== Segment start ==

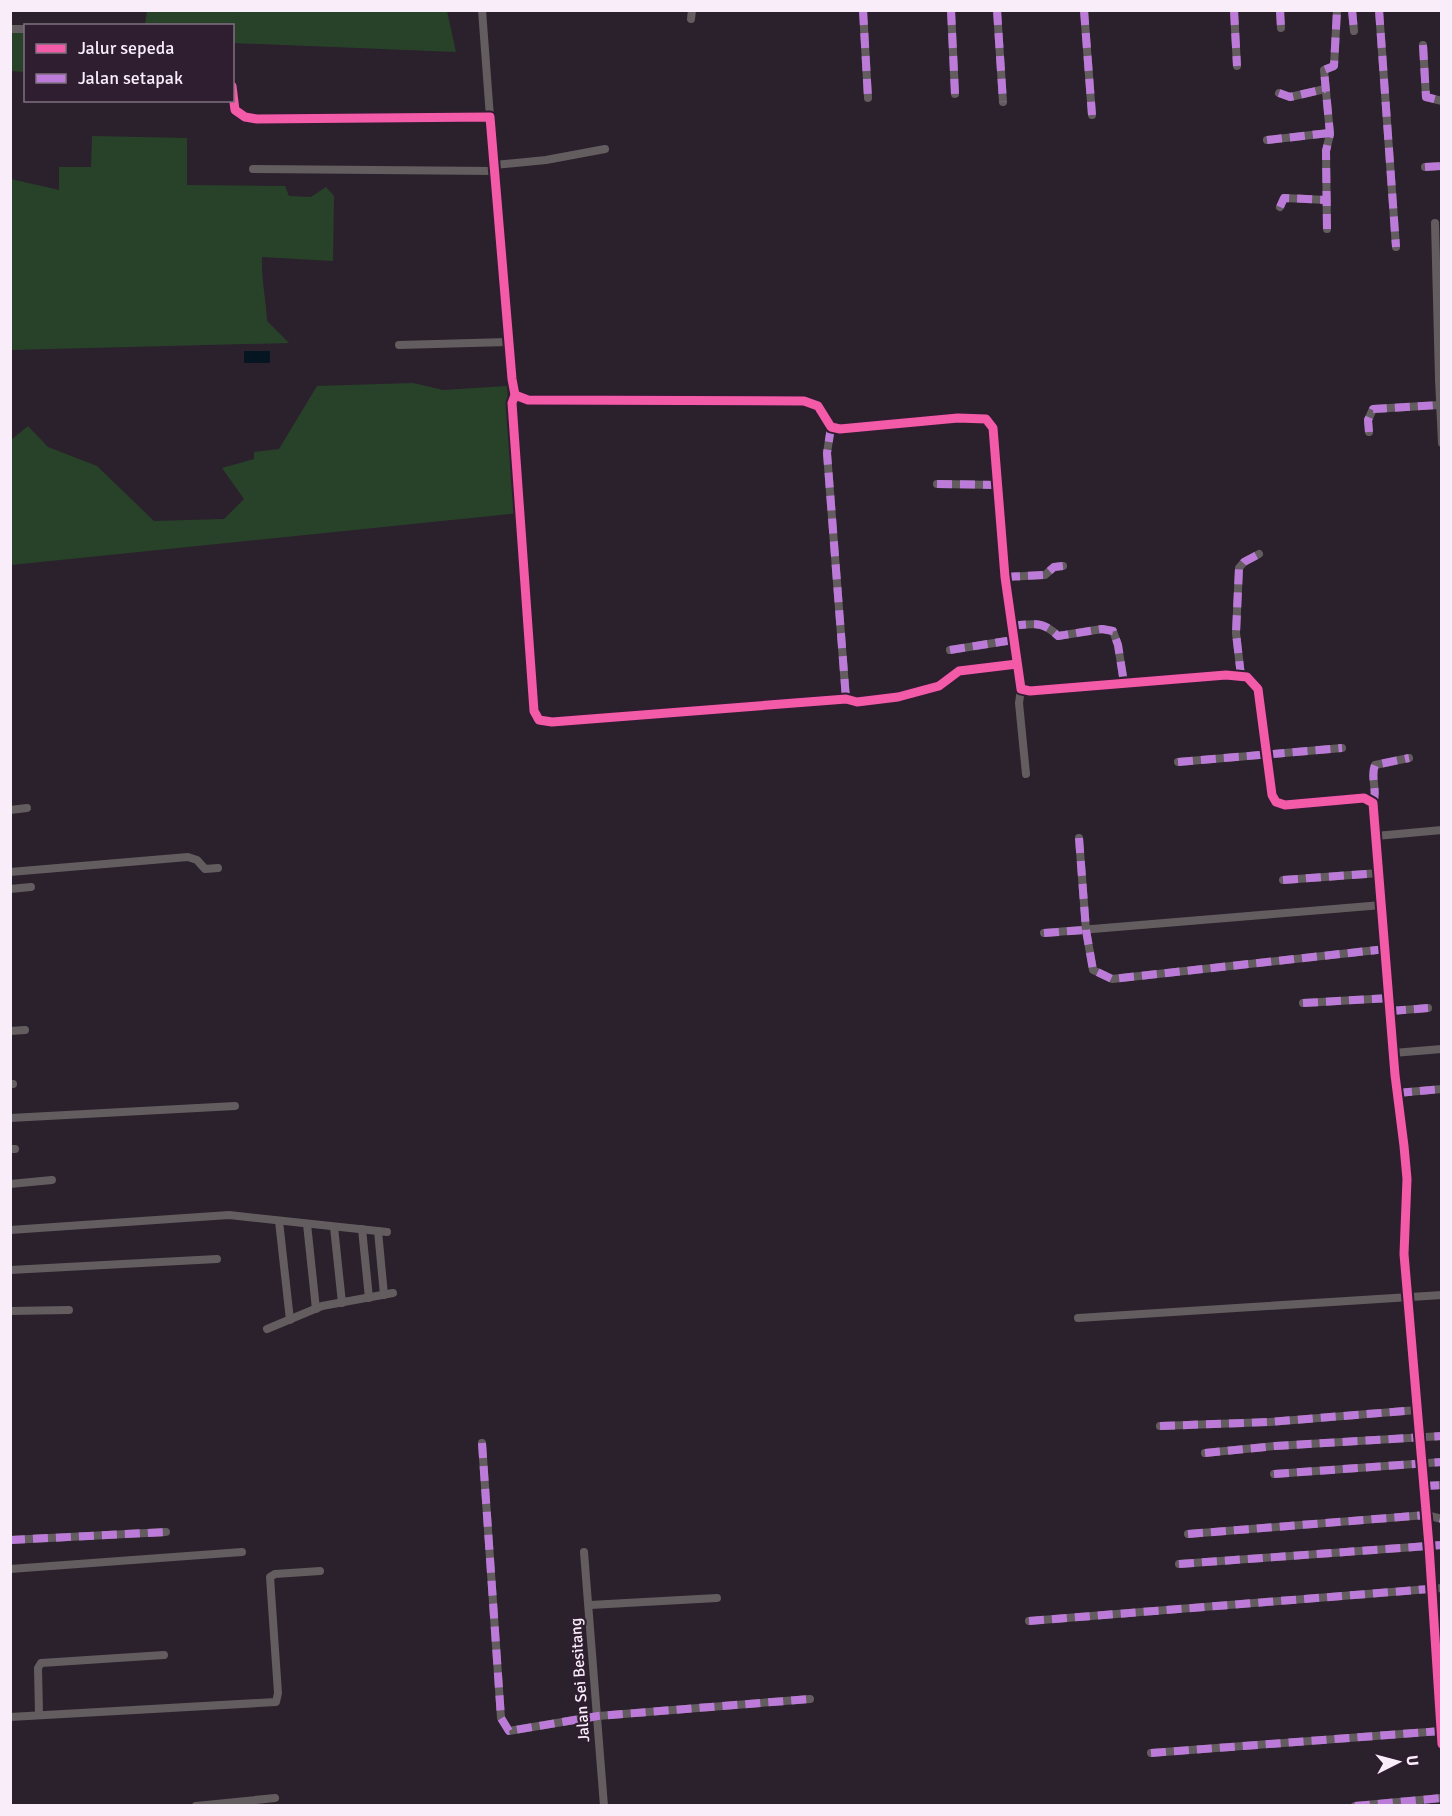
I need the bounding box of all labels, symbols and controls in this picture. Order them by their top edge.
legend [24,24,234,102]
text: Jalur sepeda [78,37,174,59]
text: Jalan setapak [78,67,183,89]
street label: Jalan Sei Besitang [566,1617,594,1743]
north arrow [1368,1732,1428,1792]
text: U [1401,1754,1422,1767]

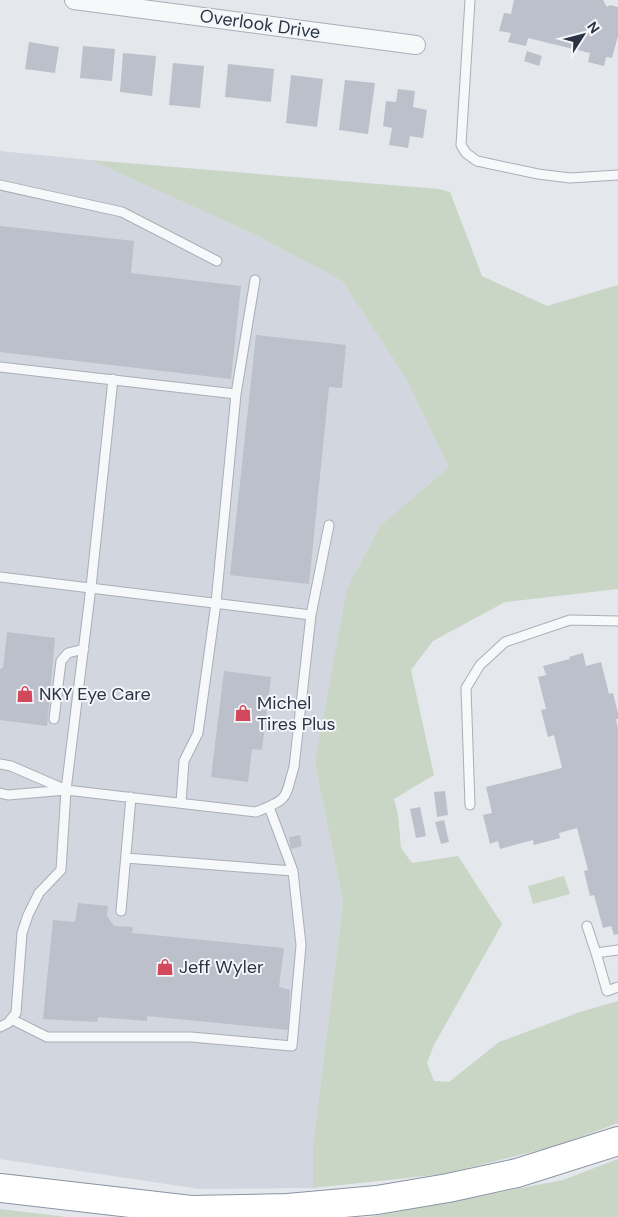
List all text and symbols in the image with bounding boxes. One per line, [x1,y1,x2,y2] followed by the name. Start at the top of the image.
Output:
[198,4,322,44] street label: Overlook Drive
[558,10,608,60] north arrow
[583,18,604,37] text: N
[39,682,151,706] place label: NKY Eye Care
[15,684,35,704] shop icon: NKY Eye Care
[257,691,336,736] place label: Michel Tires Plus
[233,703,253,723] shop icon: Michel Tires Plus
[179,955,264,979] place label: Jeff Wyler
[155,957,175,977] shop icon: Jeff Wyler

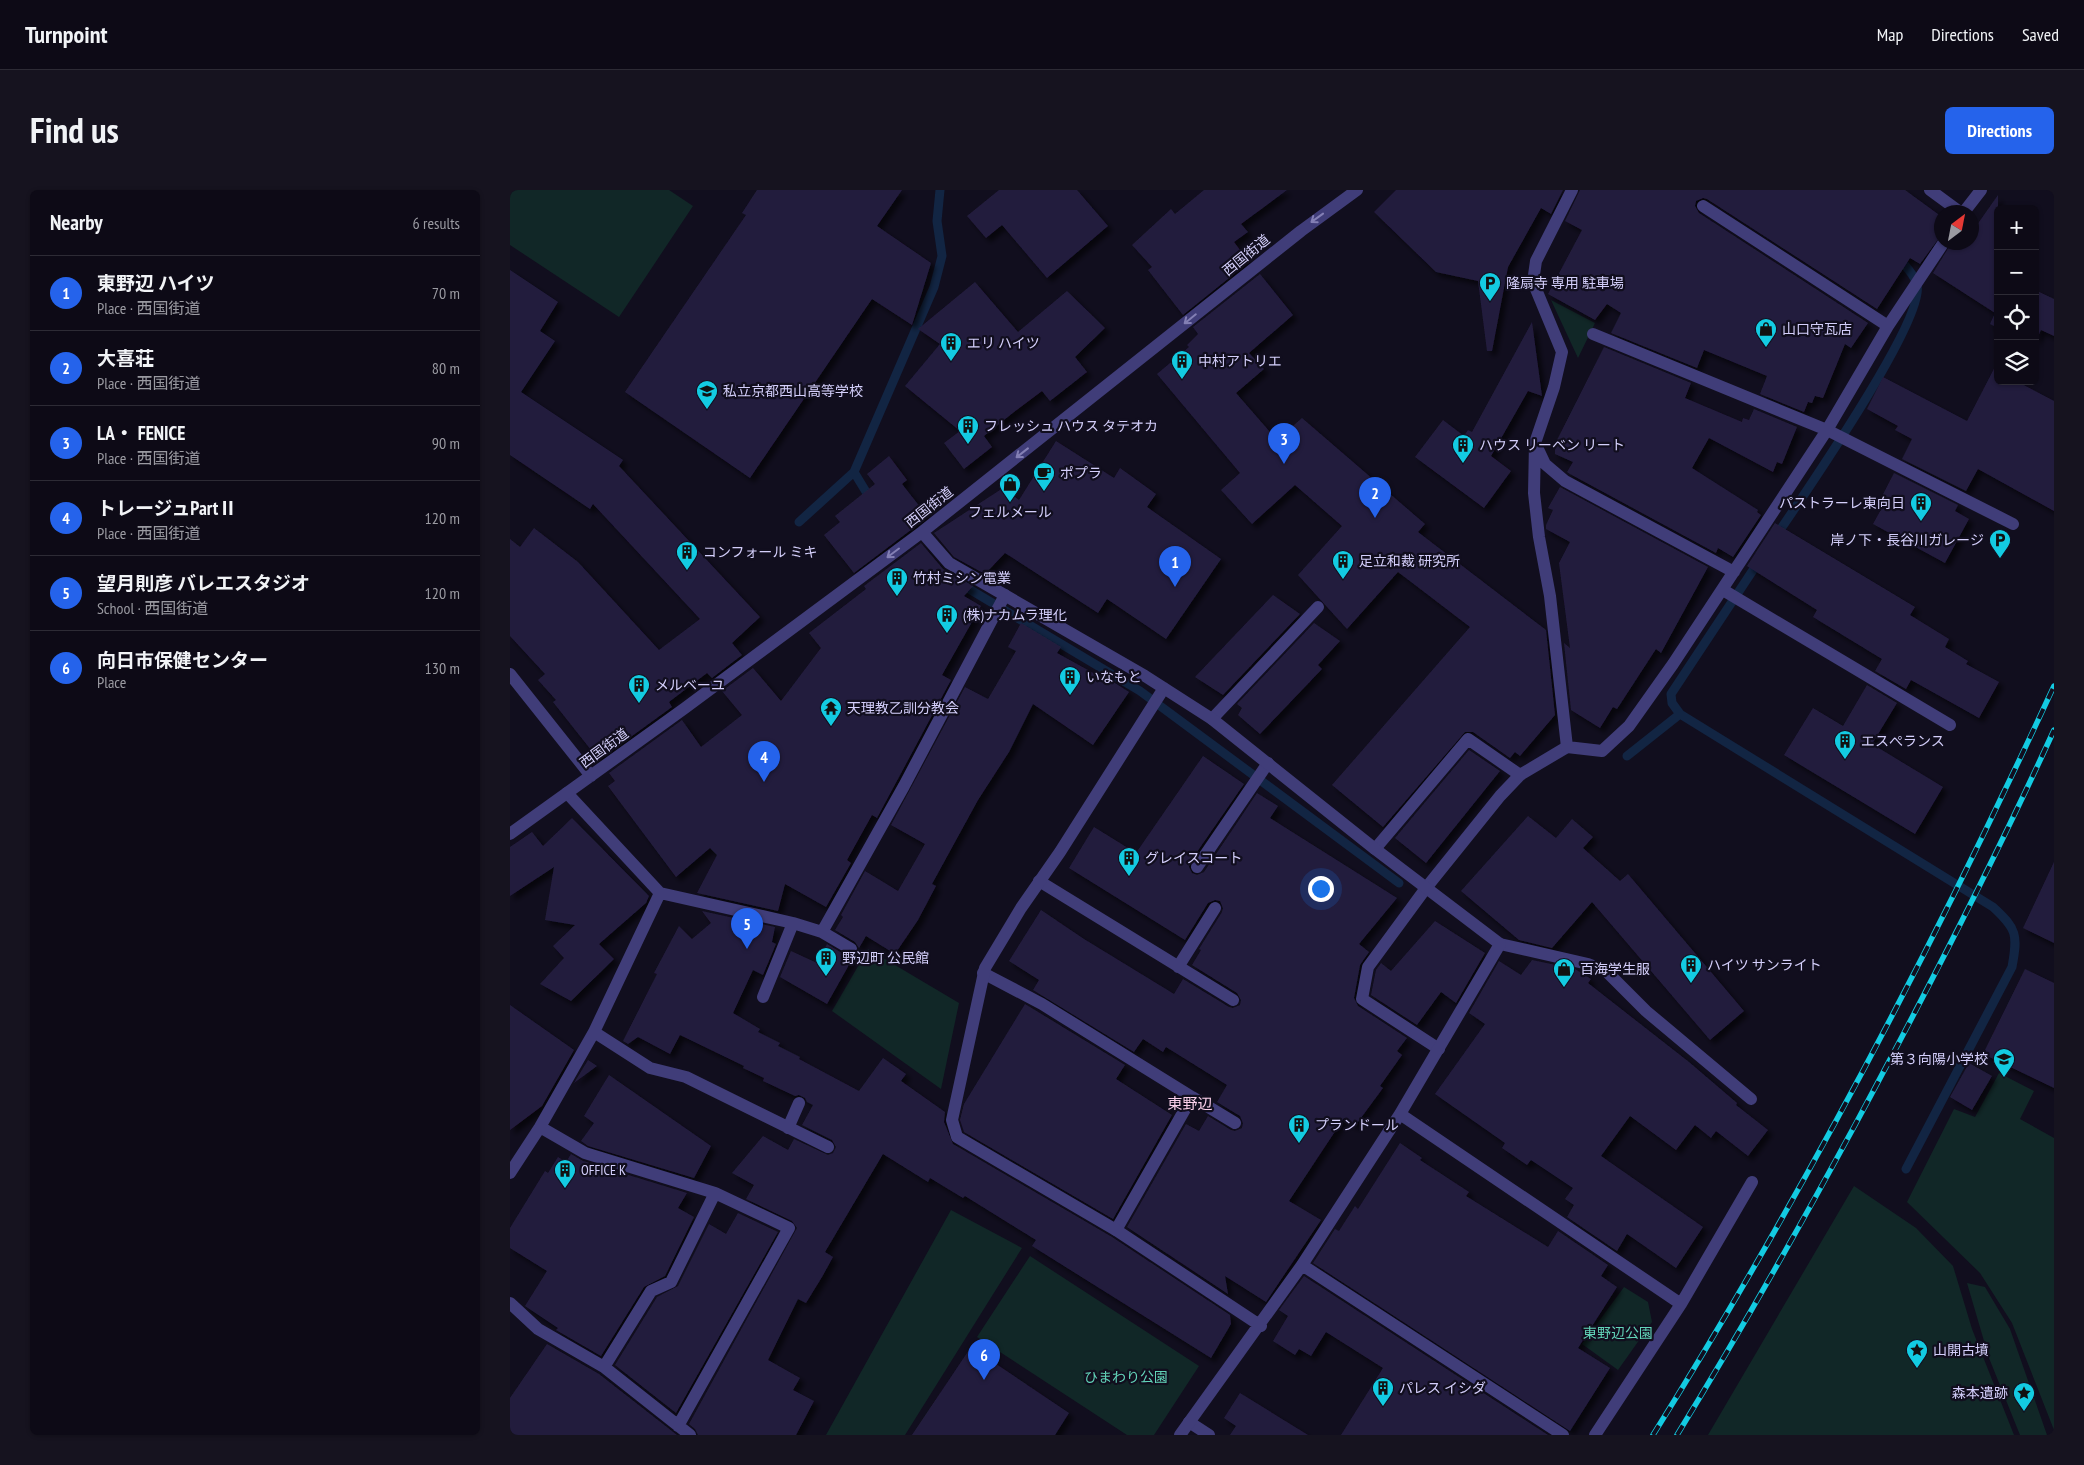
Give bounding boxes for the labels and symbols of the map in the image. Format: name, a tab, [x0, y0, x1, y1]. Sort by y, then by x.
north arrow	[1934, 205, 1979, 250]
one-way arrow	[1311, 213, 1324, 224]
street label: 西国街道	[1219, 230, 1273, 280]
parking icon: 隆扇寺 専用 駐車場	[1478, 271, 1502, 302]
place label: 隆扇寺 専用 駐車場	[1506, 274, 1624, 292]
one-way arrow	[1184, 314, 1197, 325]
shop icon: 山口守瓦店	[1754, 317, 1778, 348]
place label: 山口守瓦店	[1782, 320, 1852, 338]
building icon: エリ ハイツ	[939, 331, 963, 362]
place label: エリ ハイツ	[967, 334, 1040, 352]
building icon: 中村アトリエ	[1170, 349, 1194, 380]
place label: 中村アトリエ	[1198, 352, 1282, 370]
school or university icon: 私立京都西山高等学校	[695, 379, 719, 410]
place label: 私立京都西山高等学校	[723, 382, 863, 400]
building icon: フレッシュ ハウス タテオカ	[956, 414, 980, 445]
place label: フレッシュ ハウス タテオカ	[984, 417, 1158, 435]
pin: 3	[1268, 423, 1300, 464]
building icon: ハウス リーベン リート	[1451, 433, 1475, 464]
place label: ハウス リーベン リート	[1479, 436, 1625, 454]
one-way arrow	[1016, 448, 1029, 459]
cafe icon: ポプラ	[1032, 461, 1056, 492]
place label: ポプラ	[1060, 464, 1102, 482]
shop icon: フェルメール	[998, 472, 1022, 503]
pin: 2	[1359, 477, 1391, 518]
street label: 西国街道	[901, 483, 957, 531]
building icon: パストラーレ東向日	[1909, 491, 1933, 522]
place label: パストラーレ東向日	[1779, 494, 1905, 512]
place label: フェルメール	[968, 503, 1052, 521]
parking icon: 岸ノ下・長谷川ガレージ	[1988, 528, 2012, 559]
place label: 岸ノ下・長谷川ガレージ	[1830, 531, 1984, 549]
building icon: コンフォール ミキ	[675, 540, 699, 571]
place label: コンフォール ミキ	[703, 543, 818, 561]
pin: 1	[1159, 546, 1191, 587]
one-way arrow	[886, 548, 900, 558]
building icon: 足立和裁 研究所	[1331, 549, 1355, 580]
place label: 足立和裁 研究所	[1359, 552, 1460, 570]
building icon: 竹村ミシン電業	[885, 566, 909, 597]
place label: 竹村ミシン電業	[913, 569, 1011, 587]
building icon: (株)ナカムラ理化	[935, 603, 959, 634]
place label: (株)ナカムラ理化	[963, 606, 1067, 624]
building icon: いなもと	[1058, 665, 1082, 696]
place label: いなもと	[1086, 668, 1142, 686]
building icon: メルベーユ	[627, 673, 651, 704]
place label: メルベーユ	[655, 676, 725, 694]
temple icon: 天理教乙訓分教会	[819, 696, 843, 727]
place label: 天理教乙訓分教会	[847, 699, 959, 717]
street label: 西国街道	[576, 724, 632, 772]
building icon: エスぺランス	[1833, 729, 1857, 760]
place label: エスぺランス	[1861, 732, 1945, 750]
pin: 4	[748, 741, 780, 782]
building icon: グレイスコート	[1117, 846, 1141, 877]
place label: グレイスコート	[1145, 849, 1243, 867]
your location	[1308, 876, 1334, 902]
pin: 5	[731, 908, 763, 949]
building icon: 野辺町 公民館	[814, 946, 838, 977]
place label: 野辺町 公民館	[842, 949, 929, 967]
building icon: ハイツ サンライト	[1679, 953, 1703, 984]
place label: ハイツ サンライト	[1707, 956, 1822, 974]
shop icon: 百海学生服	[1552, 957, 1576, 988]
place label: 百海学生服	[1580, 960, 1650, 978]
school or university icon: 第３向陽小学校	[1992, 1047, 2016, 1078]
place label: 第３向陽小学校	[1890, 1050, 1988, 1068]
district label: 東野辺	[1167, 1094, 1213, 1113]
building icon: プランドール	[1287, 1113, 1311, 1144]
place label: プランドール	[1315, 1116, 1399, 1134]
building icon: OFFICE K	[553, 1158, 577, 1189]
place label: OFFICE K	[581, 1161, 626, 1179]
park label: 東野辺公園	[1583, 1324, 1653, 1342]
place icon: 山開古墳	[1905, 1338, 1929, 1369]
pin: 6	[968, 1339, 1000, 1380]
place label: 山開古墳	[1933, 1341, 1989, 1359]
park label: ひまわり公園	[1084, 1368, 1168, 1386]
building icon: パレス イシダ	[1371, 1376, 1395, 1407]
place label: パレス イシダ	[1399, 1379, 1486, 1397]
place icon: 森本遺跡	[2012, 1381, 2036, 1412]
place label: 森本遺跡	[1952, 1384, 2008, 1402]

== Segment end ==

What the exercise asks:
Copy each line above containing the string "タテオカ".

Written answer:
building icon: フレッシュ ハウス タテオカ	[956, 414, 980, 445]
place label: フレッシュ ハウス タテオカ	[984, 417, 1158, 435]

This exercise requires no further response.